Dataset entries
-*-*-
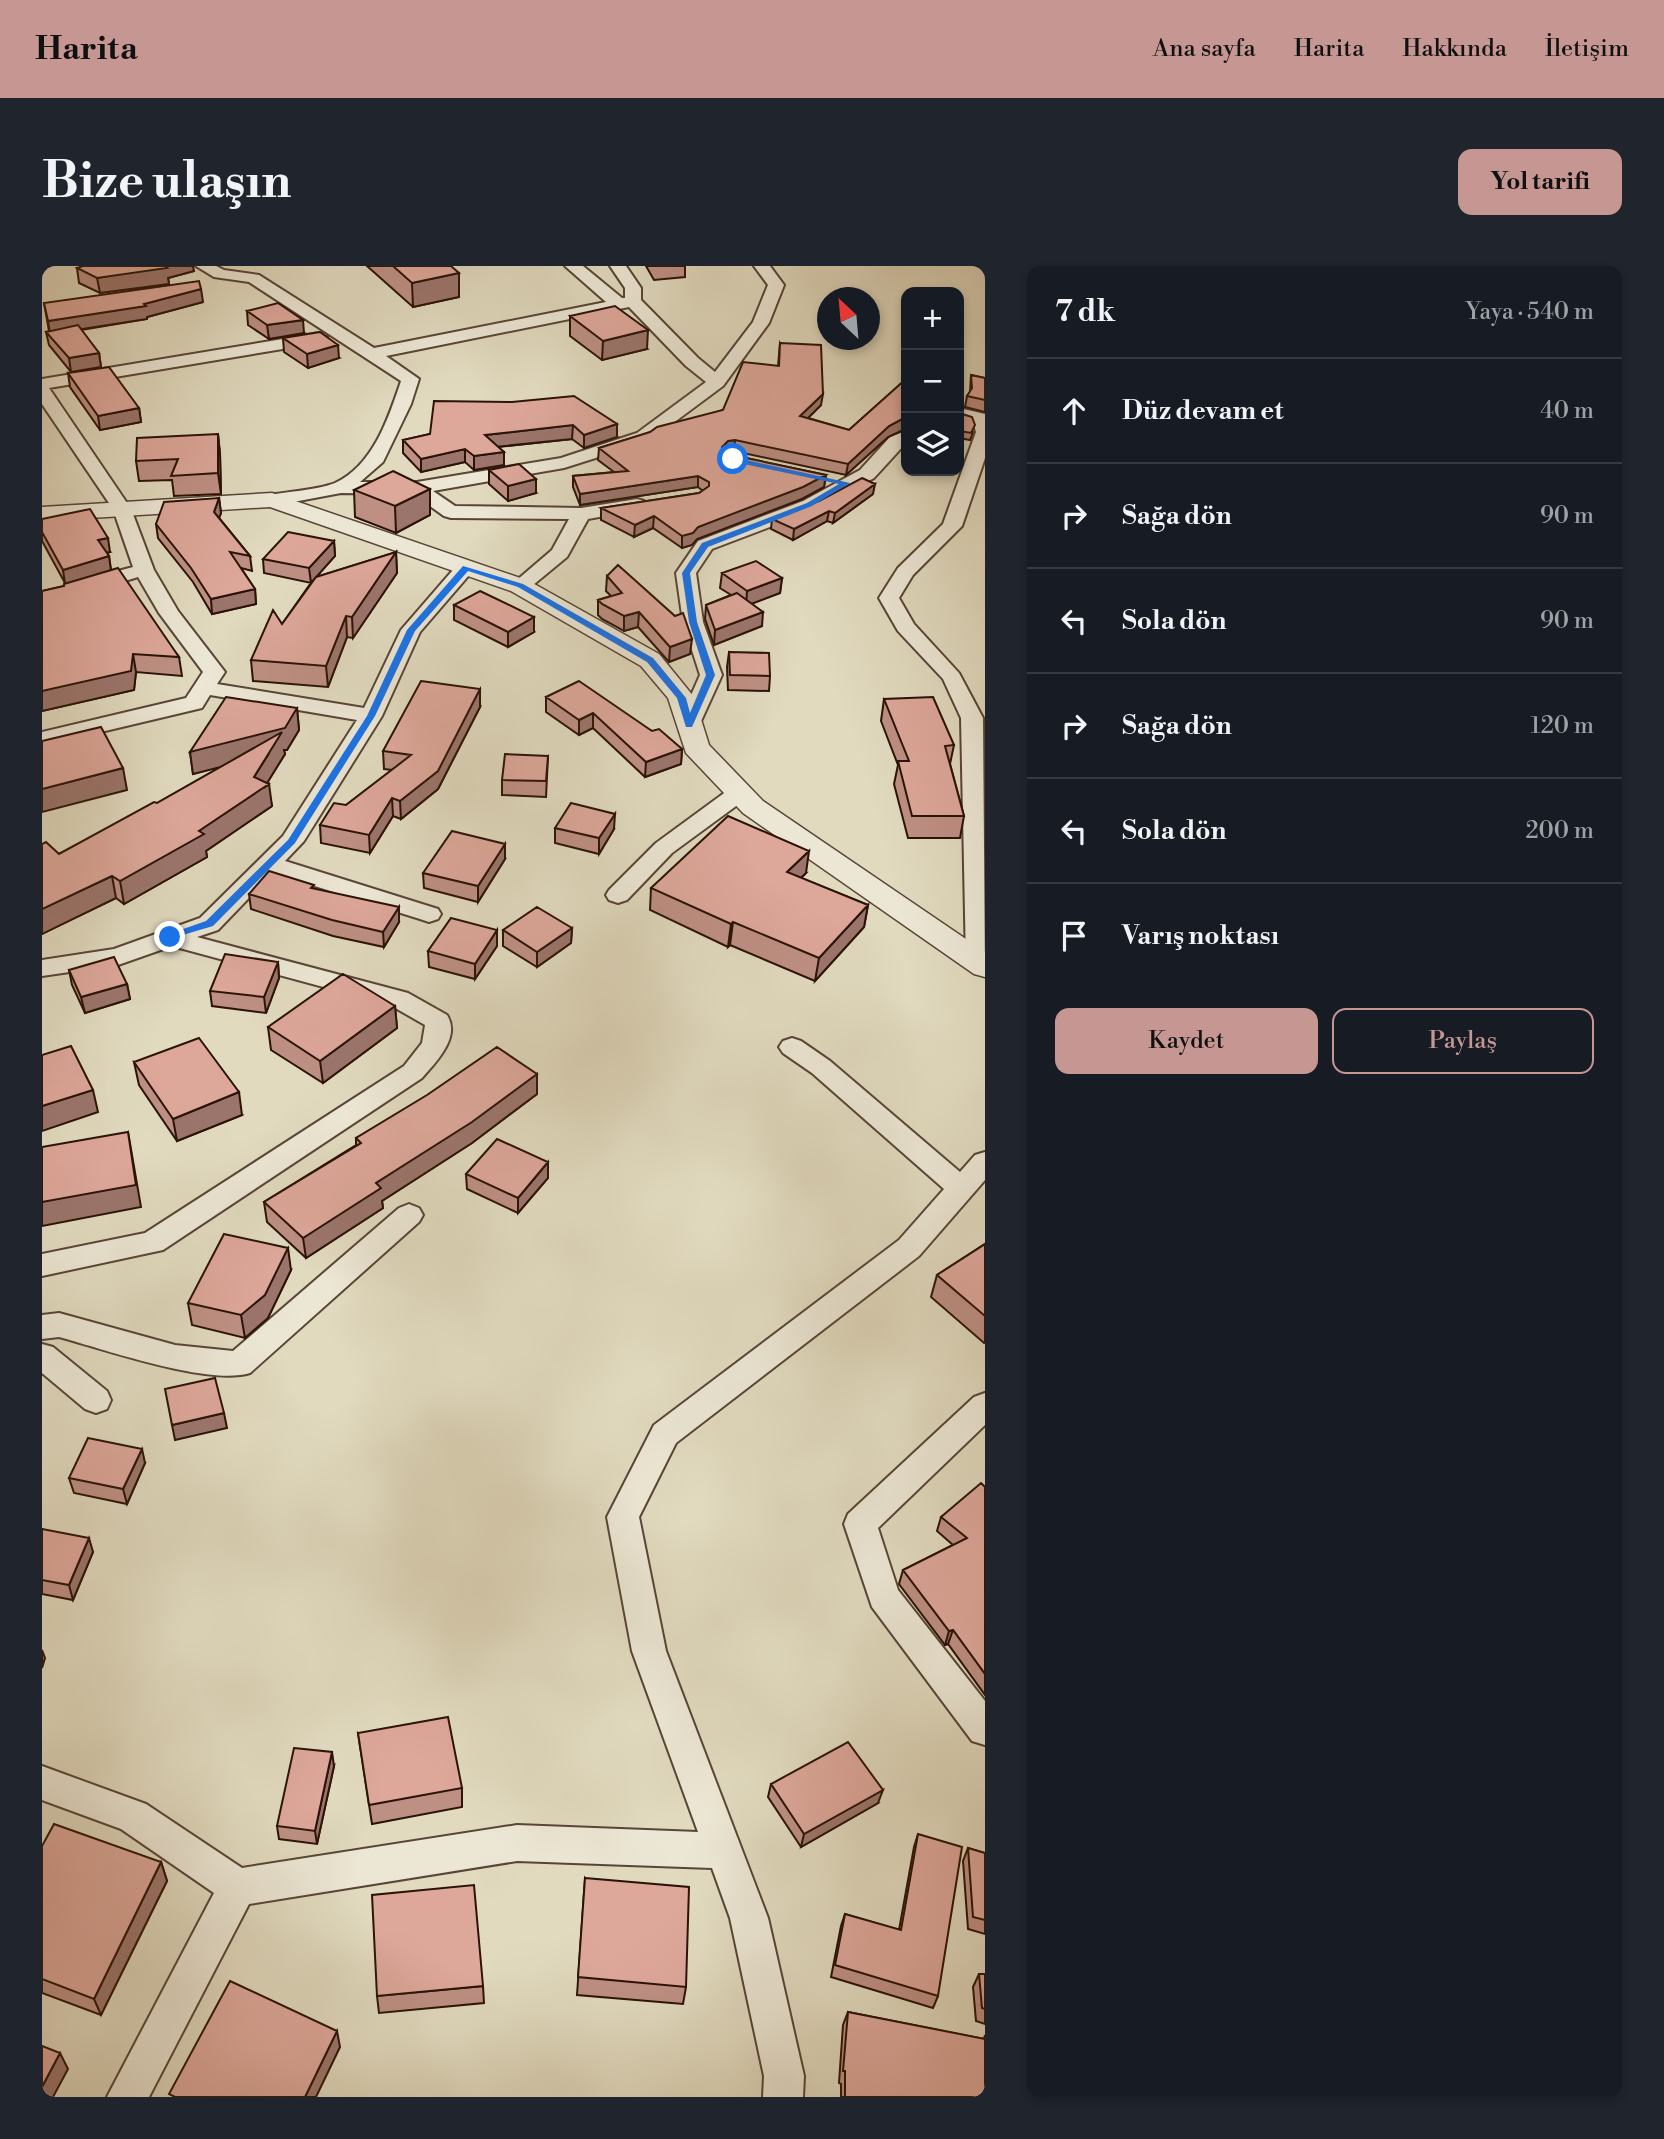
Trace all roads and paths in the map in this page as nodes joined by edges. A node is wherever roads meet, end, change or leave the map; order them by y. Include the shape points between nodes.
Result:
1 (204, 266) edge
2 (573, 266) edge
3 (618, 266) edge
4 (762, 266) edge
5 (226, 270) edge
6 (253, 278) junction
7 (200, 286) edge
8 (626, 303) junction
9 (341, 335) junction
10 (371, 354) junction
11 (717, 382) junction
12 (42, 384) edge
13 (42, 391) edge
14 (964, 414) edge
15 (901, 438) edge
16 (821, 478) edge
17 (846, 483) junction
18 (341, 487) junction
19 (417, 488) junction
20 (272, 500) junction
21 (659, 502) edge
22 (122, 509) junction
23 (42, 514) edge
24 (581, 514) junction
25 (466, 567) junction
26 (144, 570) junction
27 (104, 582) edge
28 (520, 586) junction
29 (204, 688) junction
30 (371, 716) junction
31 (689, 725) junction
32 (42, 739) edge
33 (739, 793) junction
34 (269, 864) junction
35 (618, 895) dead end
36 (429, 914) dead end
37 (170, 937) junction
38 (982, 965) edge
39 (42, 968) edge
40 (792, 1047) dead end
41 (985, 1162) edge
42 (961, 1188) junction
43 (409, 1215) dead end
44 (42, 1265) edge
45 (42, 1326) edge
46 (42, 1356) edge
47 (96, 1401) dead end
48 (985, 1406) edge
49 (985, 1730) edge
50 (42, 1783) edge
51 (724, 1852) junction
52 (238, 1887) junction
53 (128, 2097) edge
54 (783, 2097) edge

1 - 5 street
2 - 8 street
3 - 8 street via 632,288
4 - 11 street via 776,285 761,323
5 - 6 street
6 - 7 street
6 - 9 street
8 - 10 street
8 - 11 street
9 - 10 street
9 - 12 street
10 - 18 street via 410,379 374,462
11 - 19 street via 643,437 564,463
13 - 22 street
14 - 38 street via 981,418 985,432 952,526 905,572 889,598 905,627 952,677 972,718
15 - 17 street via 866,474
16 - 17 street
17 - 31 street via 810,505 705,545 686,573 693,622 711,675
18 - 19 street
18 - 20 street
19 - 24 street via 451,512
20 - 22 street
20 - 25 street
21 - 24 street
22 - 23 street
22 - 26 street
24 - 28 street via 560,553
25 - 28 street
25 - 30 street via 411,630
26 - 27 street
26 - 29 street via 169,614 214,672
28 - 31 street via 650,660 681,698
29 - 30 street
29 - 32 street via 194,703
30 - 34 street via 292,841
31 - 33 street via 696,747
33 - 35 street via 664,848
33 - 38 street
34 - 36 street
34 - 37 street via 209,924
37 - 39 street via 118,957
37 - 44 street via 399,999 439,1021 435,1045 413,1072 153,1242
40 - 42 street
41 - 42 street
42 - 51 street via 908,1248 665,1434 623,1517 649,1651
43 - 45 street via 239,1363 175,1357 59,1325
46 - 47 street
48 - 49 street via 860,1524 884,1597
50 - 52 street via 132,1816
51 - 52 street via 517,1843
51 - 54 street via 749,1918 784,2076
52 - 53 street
-*-*-
§ TASK REQUIREMENTS
Output every record verbatim, excluding any picture it contains.

§ REPLY TO THE TASK
Trace all roads and paths in the map in this page as nodes joined by edges. A node is wherever roads meet, end, change or leave the map; order them by y. Include the shape points between nodes.
Result:
1 (204, 266) edge
2 (573, 266) edge
3 (618, 266) edge
4 (762, 266) edge
5 (226, 270) edge
6 (253, 278) junction
7 (200, 286) edge
8 (626, 303) junction
9 (341, 335) junction
10 (371, 354) junction
11 (717, 382) junction
12 (42, 384) edge
13 (42, 391) edge
14 (964, 414) edge
15 (901, 438) edge
16 (821, 478) edge
17 (846, 483) junction
18 (341, 487) junction
19 (417, 488) junction
20 (272, 500) junction
21 (659, 502) edge
22 (122, 509) junction
23 (42, 514) edge
24 (581, 514) junction
25 (466, 567) junction
26 (144, 570) junction
27 (104, 582) edge
28 (520, 586) junction
29 (204, 688) junction
30 (371, 716) junction
31 (689, 725) junction
32 (42, 739) edge
33 (739, 793) junction
34 (269, 864) junction
35 (618, 895) dead end
36 (429, 914) dead end
37 (170, 937) junction
38 (982, 965) edge
39 (42, 968) edge
40 (792, 1047) dead end
41 (985, 1162) edge
42 (961, 1188) junction
43 (409, 1215) dead end
44 (42, 1265) edge
45 (42, 1326) edge
46 (42, 1356) edge
47 (96, 1401) dead end
48 (985, 1406) edge
49 (985, 1730) edge
50 (42, 1783) edge
51 (724, 1852) junction
52 (238, 1887) junction
53 (128, 2097) edge
54 (783, 2097) edge

1 - 5 street
2 - 8 street
3 - 8 street via 632,288
4 - 11 street via 776,285 761,323
5 - 6 street
6 - 7 street
6 - 9 street
8 - 10 street
8 - 11 street
9 - 10 street
9 - 12 street
10 - 18 street via 410,379 374,462
11 - 19 street via 643,437 564,463
13 - 22 street
14 - 38 street via 981,418 985,432 952,526 905,572 889,598 905,627 952,677 972,718
15 - 17 street via 866,474
16 - 17 street
17 - 31 street via 810,505 705,545 686,573 693,622 711,675
18 - 19 street
18 - 20 street
19 - 24 street via 451,512
20 - 22 street
20 - 25 street
21 - 24 street
22 - 23 street
22 - 26 street
24 - 28 street via 560,553
25 - 28 street
25 - 30 street via 411,630
26 - 27 street
26 - 29 street via 169,614 214,672
28 - 31 street via 650,660 681,698
29 - 30 street
29 - 32 street via 194,703
30 - 34 street via 292,841
31 - 33 street via 696,747
33 - 35 street via 664,848
33 - 38 street
34 - 36 street
34 - 37 street via 209,924
37 - 39 street via 118,957
37 - 44 street via 399,999 439,1021 435,1045 413,1072 153,1242
40 - 42 street
41 - 42 street
42 - 51 street via 908,1248 665,1434 623,1517 649,1651
43 - 45 street via 239,1363 175,1357 59,1325
46 - 47 street
48 - 49 street via 860,1524 884,1597
50 - 52 street via 132,1816
51 - 52 street via 517,1843
51 - 54 street via 749,1918 784,2076
52 - 53 street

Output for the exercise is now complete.